なんてこった。我が親友にして悪友にして盟友たる2名、恋愛方向において全く役に立たない。


「ふふふ。まるでお姉ちゃんに怒られているお兄ちゃんみたいですね、お二人は。」

「ほほう?その話しぶりからして、“魂を見透かす魔王”陛下と“女神に最も近い魔王”様のことッスか?」

『そだねー。鈍感だからくーちゃんがアプローチしてもさい君は華麗にスルーするもんだから、くーちゃんはとにかく拗ねる。それに対してどうして?何故?どうしたらいい?と頭を悩ませていたからねぇ、ラブラブバカップルになる前のさい君は。』

「そうですそうです。周りの方々は私を含め、呆れ果てているやり取りでしたね。茶枳姉様はなんとも言えない顔で憤慨していましたけど。」

「ほっほー。つまり目の前の 2人もバカップルになるかもしれないってことッスね。」

『どーだろうねぇ。けー君、ベタ惚れしてる女の子がいて、その子の為だけに、別にそこまで執着していないとこに戻ろうとしているからねぇ』


そんな僕を見ながら懐かしそうに会話しながらニヤニヤする小梅さんとコルド・ティターニアさん、そしてその話を促すロクサーヌ・アスタロスさんに頭が痛くなる。ストレートに好意を示してくる紺さんのことで今でもわりと頭悩ませてるのに……


「小梅さんも女王陛下もロクサーヌさんも変なこと言わないでください。それに剣太さんとのことはしっかり骨抜きする予定ですから放っておいてください。話を戻しますよ。

ほら、剣太さんも早くお祖父様をお呼びしてください。」


淡々と機嫌悪そうに僕達全員に文句を言いつつ指示をする紺さん。こういう時、彼女の話の軌道修正力にはとても助かる。

ただ、その、骨抜き発言だけはなかったことにしていただきたいです。気持ちは嬉しいけども。


『あー、はいはい。けー君、前にやったみたいに地面に(わたし)を刺してもらえるかな?』


小梅さんの指示に従い、刀を刺すと前のように小梅さんが霊体として現れ、平塚才人さんも同じように現れた。

にしても、相変わらずお二人とも獄卒風の衣装なのか。


「や、この姿でもはじめましてだね、コルドちゃん。」

「よぉ、久しぶりだな、コルド。」

「お兄ちゃん‼」


コルドさんは勢いよく平塚才人さんに飛びかかりかけたが、寸でのところで止まる。


「危なかった……今のお兄ちゃんは見えてて話せるだけで、触れないんだった……」

「おー。お転婆で無鉄砲だったコルドが成長してる‼」

「お兄ちゃん‼」

「おー‼あの女王陛下が遊ばれてるッス」


平塚才人さんの言葉にクール系に戻っていた女王陛下は再び妹分に戻っており、ロクサーヌ・アスタロスさんに笑われていた。

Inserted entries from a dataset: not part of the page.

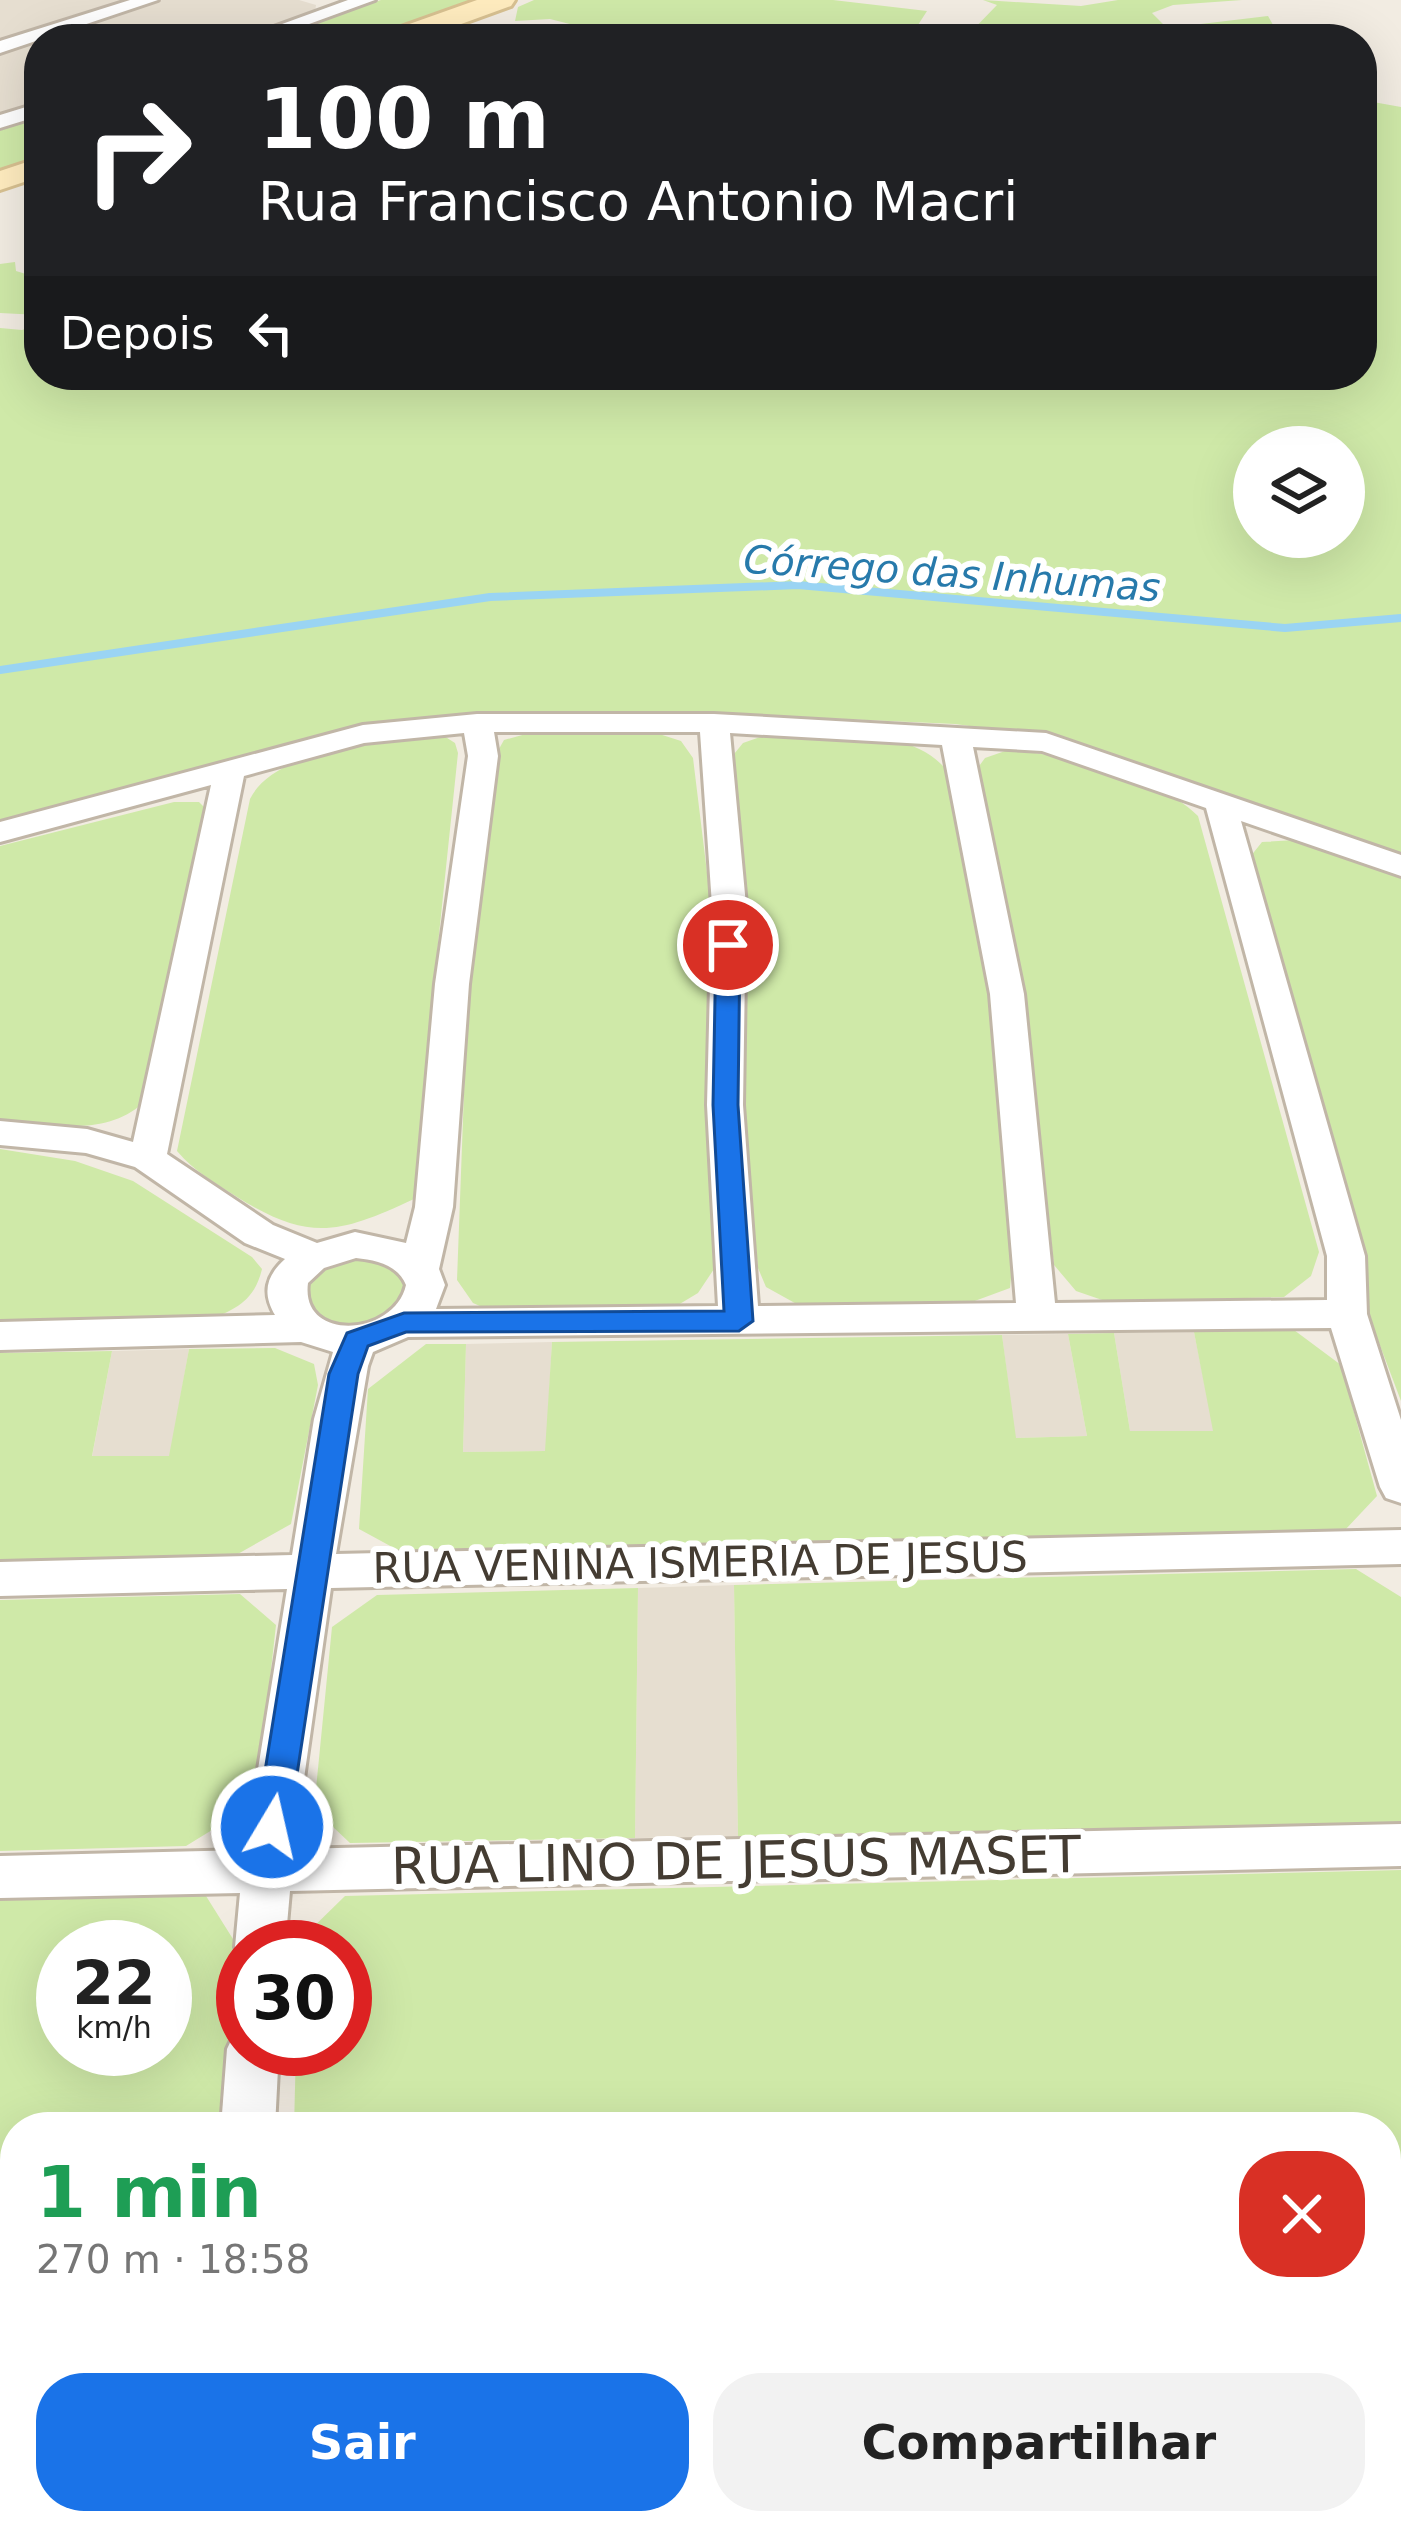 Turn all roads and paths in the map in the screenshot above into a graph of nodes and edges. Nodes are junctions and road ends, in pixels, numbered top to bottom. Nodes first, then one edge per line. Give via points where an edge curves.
1 (149, 0) edge
2 (319, 0) edge
3 (366, 0) edge
4 (502, 0) edge
5 (344, 8) junction
6 (71, 24) edge
7 (295, 24) edge
8 (436, 24) edge
9 (477, 723) junction
10 (714, 723) junction
11 (955, 734) junction
12 (229, 772) junction
13 (1219, 800) junction
14 (0, 832) edge
15 (1401, 866) edge
16 (0, 1133) edge
17 (148, 1157) junction
18 (304, 1264) junction
19 (409, 1287) junction
20 (1347, 1315) junction
21 (1037, 1317) junction
22 (739, 1321) junction
23 (0, 1336) edge
24 (326, 1339) junction
25 (1401, 1487) edge
26 (1401, 1547) edge
27 (312, 1570) junction
28 (0, 1579) edge
29 (1401, 1845) edge
30 (266, 1870) junction
31 (0, 1876) edge
32 (262, 1920) edge
33 (251, 2076) edge
34 (249, 2112) edge

1 - 6 street
2 - 5 street
3 - 5 street
4 - 8 main road
5 - 7 street
9 - 10 street
9 - 12 street via 363,734
9 - 19 street via 482,756 434,1207
10 - 11 street
10 - 22 street via 729,904 725,1105
11 - 13 street via 1046,742
11 - 21 street via 1007,994
12 - 14 street
12 - 17 street
13 - 15 street
13 - 20 street via 1346,1256
16 - 17 street
17 - 18 street
18 - 19 street via 355,1245
18 - 24 street via 284,1300
19 - 22 street via 487,1324
19 - 24 street
20 - 21 street
20 - 25 street
21 - 22 street
23 - 24 street
24 - 27 street
26 - 27 street, RUA VENINA ISMERIA DE JESUS
27 - 28 street, RUA VENINA ISMERIA DE JESUS
27 - 30 street
29 - 30 street, RUA LINO DE JESUS MASET
30 - 31 street, RUA LINO DE JESUS MASET
30 - 32 street
33 - 34 street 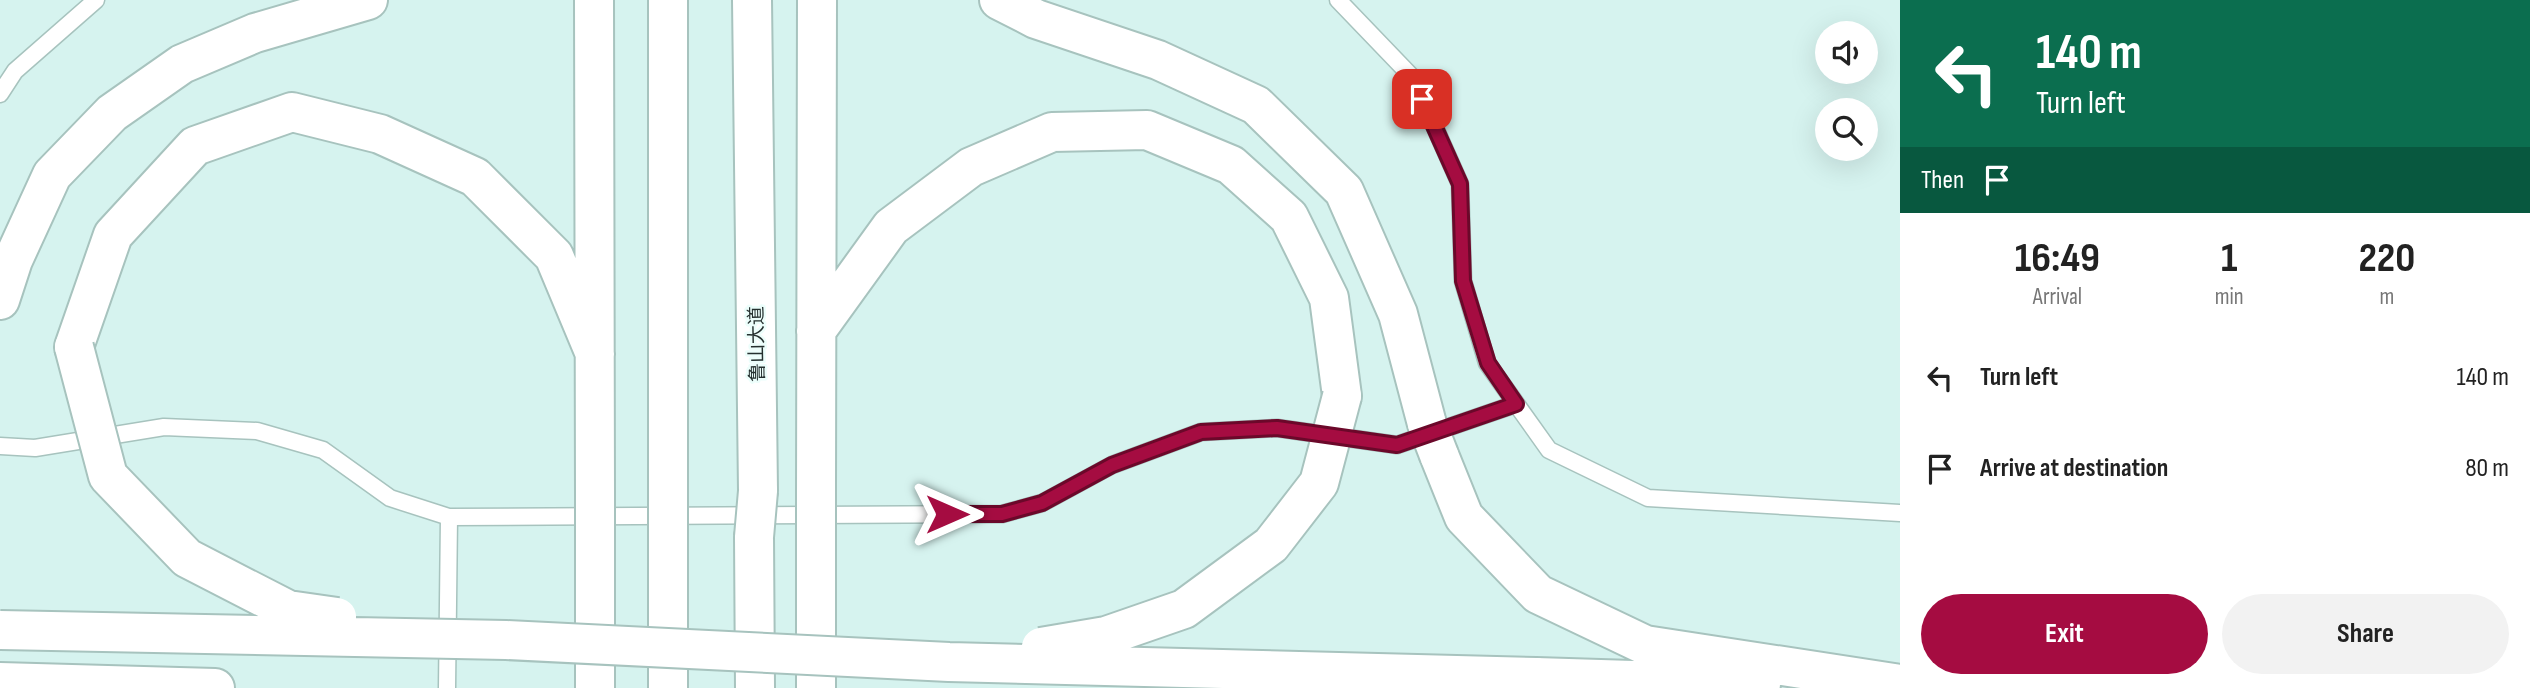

なんというか、思っていた再会のさせ方ではなかったけど、この森を行き先にした結果が成功してよかったぁ。


そう。僕が寄り道としてここに寄った理由は、平塚才人さんをコルド・ティターニアさんに再会させることだったのだ。

まぁ、500年ぶりの再会をさせたい、という考えだけでなく、妖精郷とコネが作れそうだし、知識としてあっても経験が少ない魔法魔術関係のことを知るならそれを専門にしている種族に頼るのがいいという判断、あとは妖精と契約できたらいいなぁ、という打算があるのは全く否定できないけど。


半年以上更新がなくてすみませんでしたぁ!!

ちょっと学業が忙しく、また、レースしたりチェイテピラミッド姫路城を登ったり、冥界に行ったり、百重塔を2つ登ったり、レイテ沖を突破したり、チョコを生産したりと忙しかったんです。